(Data excerpts)
----

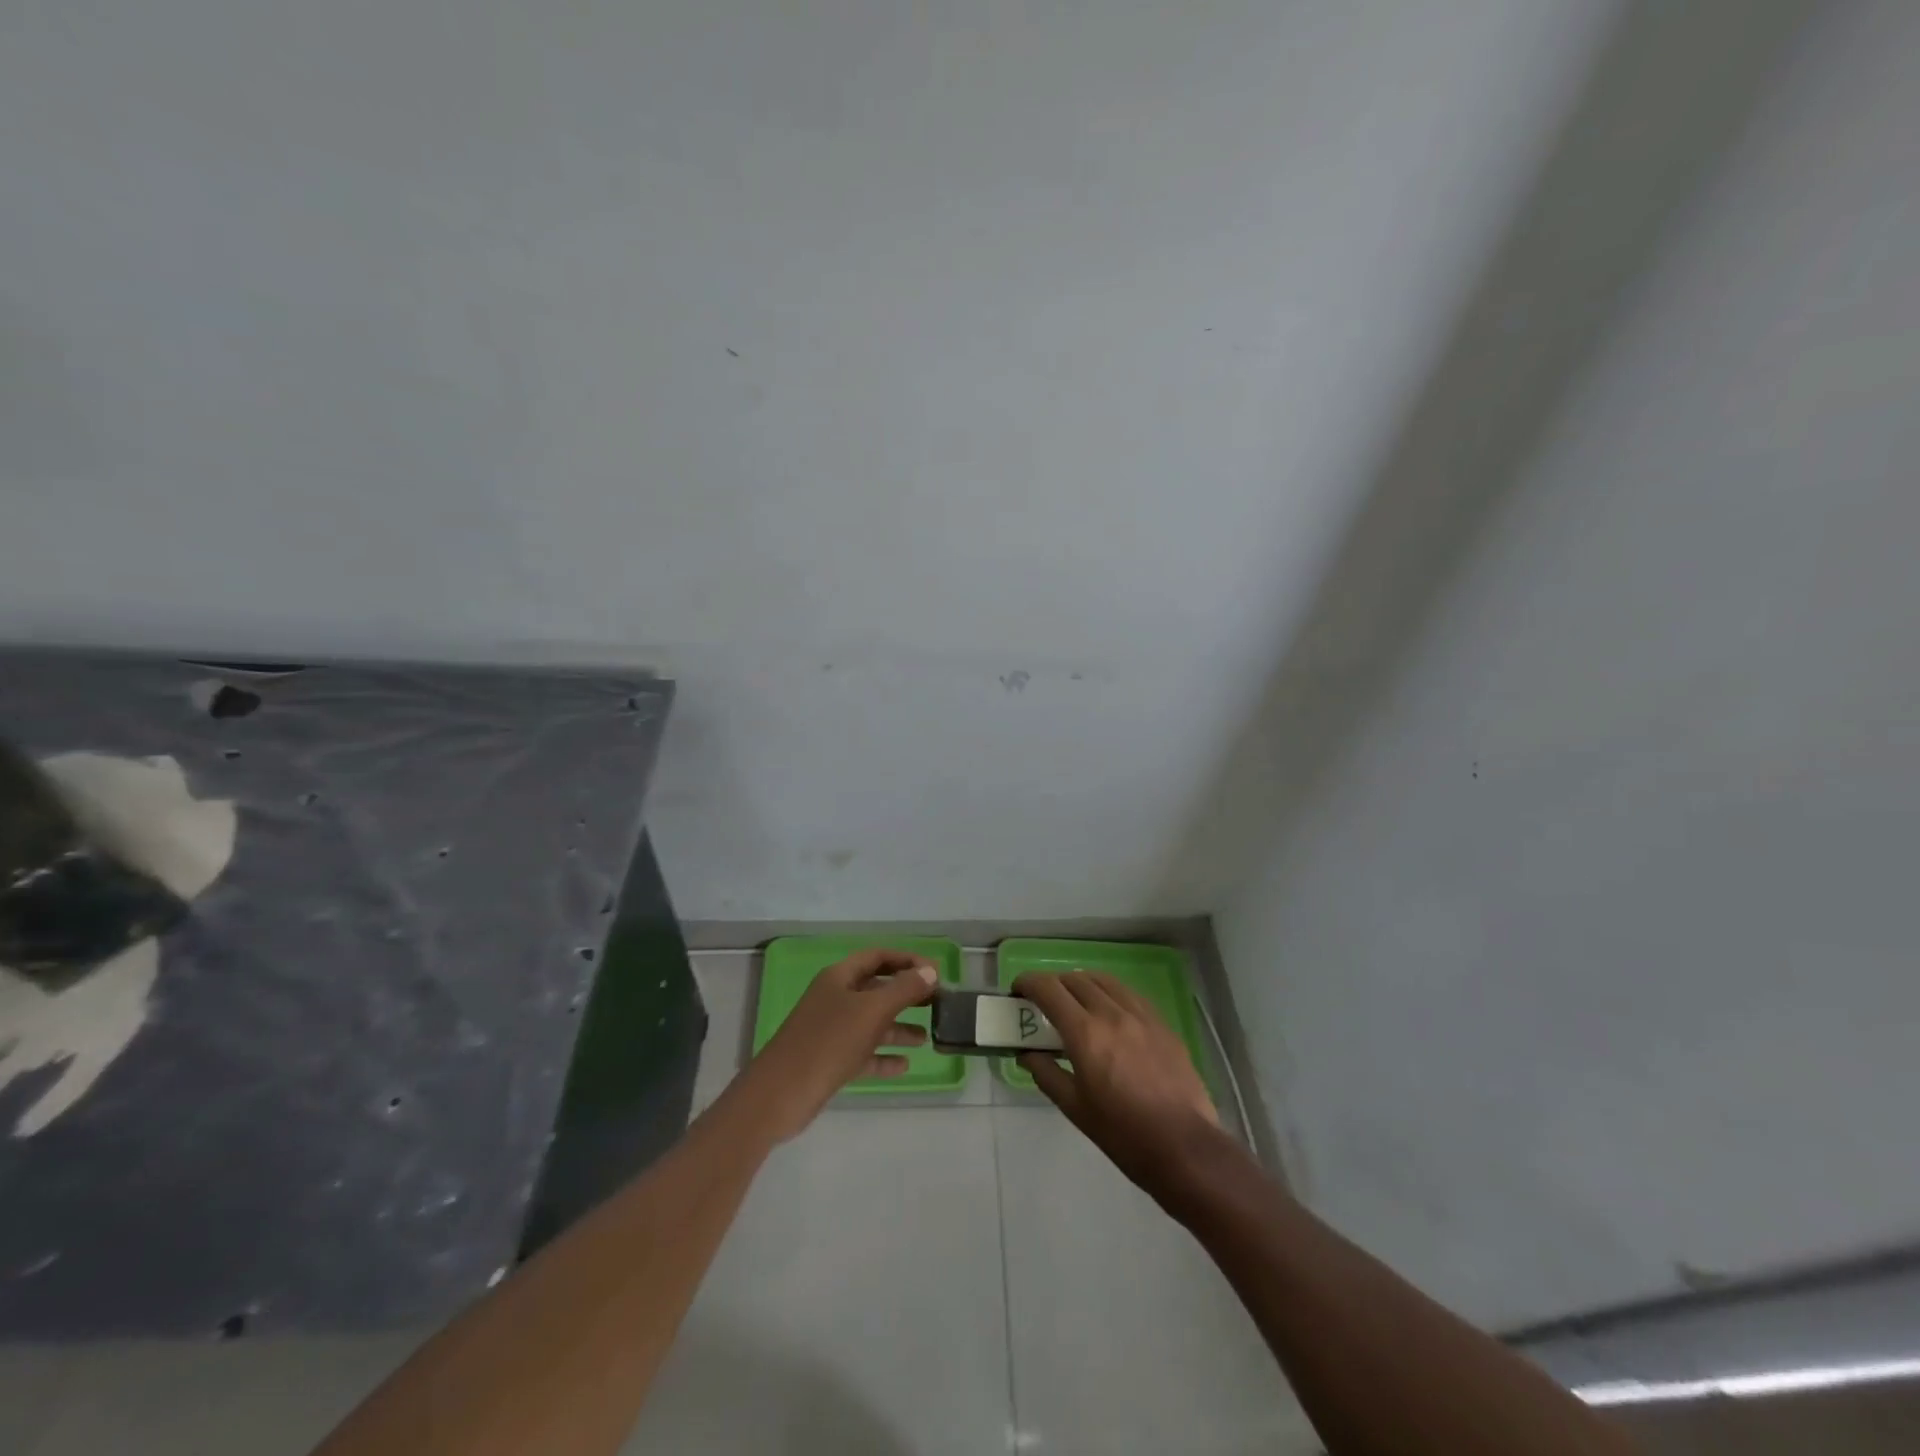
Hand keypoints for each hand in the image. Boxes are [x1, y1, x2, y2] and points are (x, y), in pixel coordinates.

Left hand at [737, 949, 937, 1140]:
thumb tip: (931, 972)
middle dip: (906, 994)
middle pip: (876, 989)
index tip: (936, 973)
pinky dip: (883, 1056)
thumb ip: (903, 990)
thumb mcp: (870, 1012)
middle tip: (937, 1003)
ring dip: (898, 1027)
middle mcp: (835, 998)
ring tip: (927, 1037)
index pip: (878, 957)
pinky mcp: (830, 1060)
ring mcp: (831, 1030)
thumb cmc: (828, 1042)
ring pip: (871, 1022)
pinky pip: (864, 1052)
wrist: (780, 1095)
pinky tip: (905, 1065)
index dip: (907, 960)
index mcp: (839, 977)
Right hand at [1015, 970, 1223, 1203]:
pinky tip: (1109, 1011)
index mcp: (1085, 1033)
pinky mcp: (1161, 1023)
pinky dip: (1110, 993)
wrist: (1184, 1146)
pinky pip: (1129, 994)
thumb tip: (1026, 1054)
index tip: (1018, 991)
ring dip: (1082, 984)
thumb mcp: (1075, 1108)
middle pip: (1075, 979)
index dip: (1028, 983)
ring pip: (1104, 980)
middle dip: (1053, 984)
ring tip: (1075, 1002)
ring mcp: (1140, 1015)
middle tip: (1044, 1002)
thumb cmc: (1122, 1133)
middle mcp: (1111, 1013)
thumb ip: (1046, 1074)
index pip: (1049, 989)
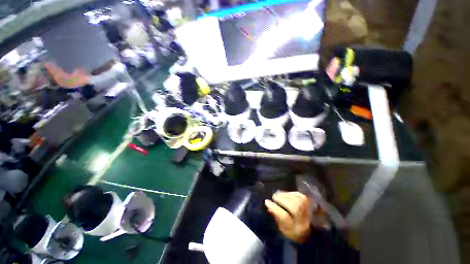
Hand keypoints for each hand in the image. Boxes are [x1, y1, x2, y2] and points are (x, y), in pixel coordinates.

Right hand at [265, 191, 311, 242]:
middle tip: (274, 197)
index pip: (286, 217)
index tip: (266, 201)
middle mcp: (305, 220)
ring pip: (297, 199)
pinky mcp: (310, 203)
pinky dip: (291, 193)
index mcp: (297, 230)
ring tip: (278, 195)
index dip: (275, 208)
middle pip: (294, 207)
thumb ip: (277, 217)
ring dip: (286, 195)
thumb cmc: (294, 231)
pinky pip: (299, 195)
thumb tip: (268, 204)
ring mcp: (310, 211)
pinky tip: (285, 194)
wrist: (311, 231)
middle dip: (282, 200)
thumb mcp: (283, 229)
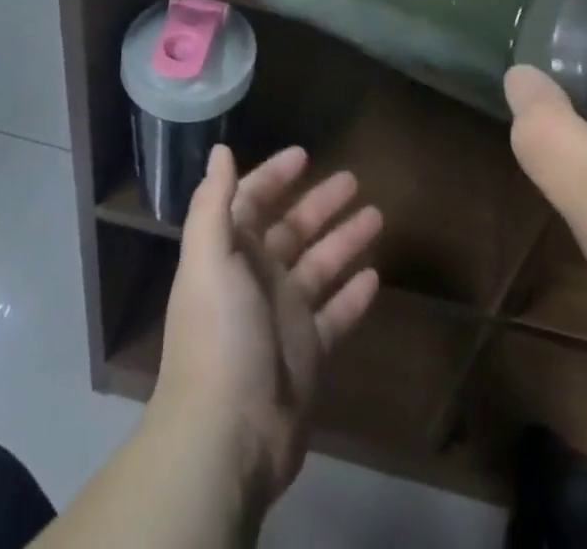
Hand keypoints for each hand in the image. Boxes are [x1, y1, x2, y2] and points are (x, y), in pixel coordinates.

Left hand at [151, 145, 382, 510]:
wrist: (227, 435)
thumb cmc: (219, 333)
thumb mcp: (208, 260)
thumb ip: (213, 203)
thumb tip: (219, 150)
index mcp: (230, 254)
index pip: (252, 202)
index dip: (274, 176)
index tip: (304, 154)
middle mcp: (257, 279)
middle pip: (293, 229)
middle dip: (320, 203)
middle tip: (354, 179)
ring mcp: (284, 317)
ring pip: (320, 266)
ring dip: (344, 241)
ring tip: (377, 214)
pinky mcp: (308, 354)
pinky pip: (336, 314)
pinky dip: (353, 295)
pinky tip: (377, 275)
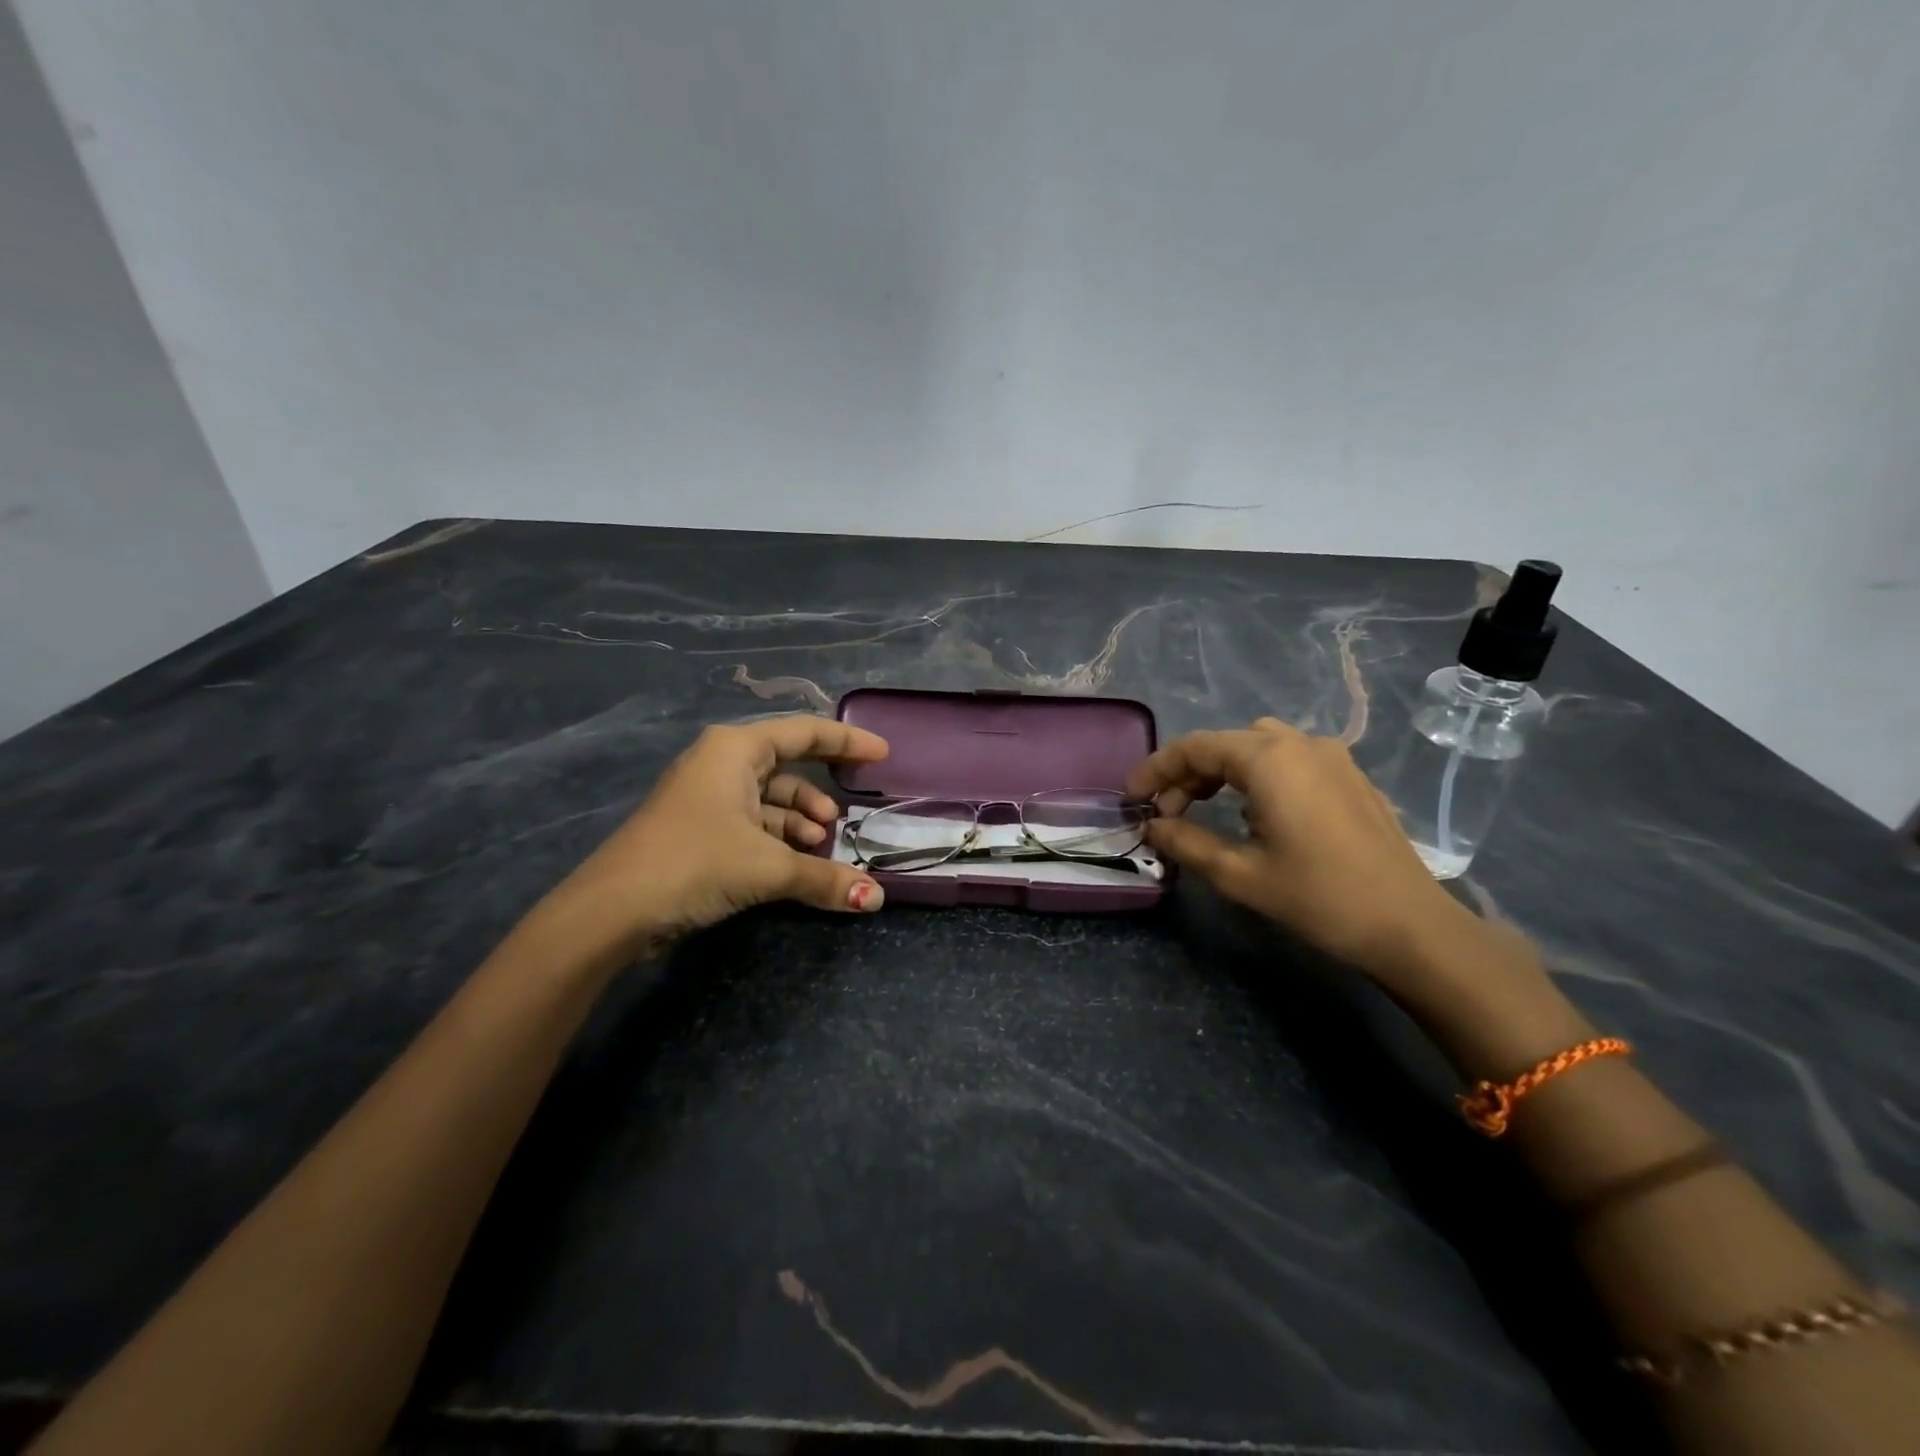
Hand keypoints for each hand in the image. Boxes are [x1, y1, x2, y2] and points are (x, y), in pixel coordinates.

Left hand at [541, 717, 887, 957]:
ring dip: (800, 822)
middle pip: (788, 765)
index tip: (882, 755)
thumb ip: (825, 878)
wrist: (612, 910)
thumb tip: (876, 899)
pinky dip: (779, 839)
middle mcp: (721, 763)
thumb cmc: (694, 862)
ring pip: (770, 799)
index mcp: (735, 749)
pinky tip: (796, 864)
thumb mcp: (767, 867)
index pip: (805, 732)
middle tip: (849, 815)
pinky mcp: (700, 828)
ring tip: (821, 846)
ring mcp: (707, 796)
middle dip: (820, 790)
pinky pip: (753, 821)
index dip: (847, 742)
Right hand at [1127, 717, 1495, 981]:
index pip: (1195, 747)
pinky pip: (1288, 759)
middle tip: (1166, 814)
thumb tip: (1152, 826)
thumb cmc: (1319, 898)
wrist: (1411, 927)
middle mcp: (1300, 743)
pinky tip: (1254, 814)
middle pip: (1225, 742)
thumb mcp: (1240, 875)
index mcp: (1270, 759)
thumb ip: (1187, 842)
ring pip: (1257, 745)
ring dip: (1221, 772)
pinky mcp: (1350, 776)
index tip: (1132, 798)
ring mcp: (1332, 756)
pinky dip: (1256, 776)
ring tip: (1204, 810)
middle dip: (1187, 774)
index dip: (1156, 769)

----

= How to complete this task =
Using the string "Left" as the search term, count the lines of the data above that hold it and report that number alone.

= Final answer =
3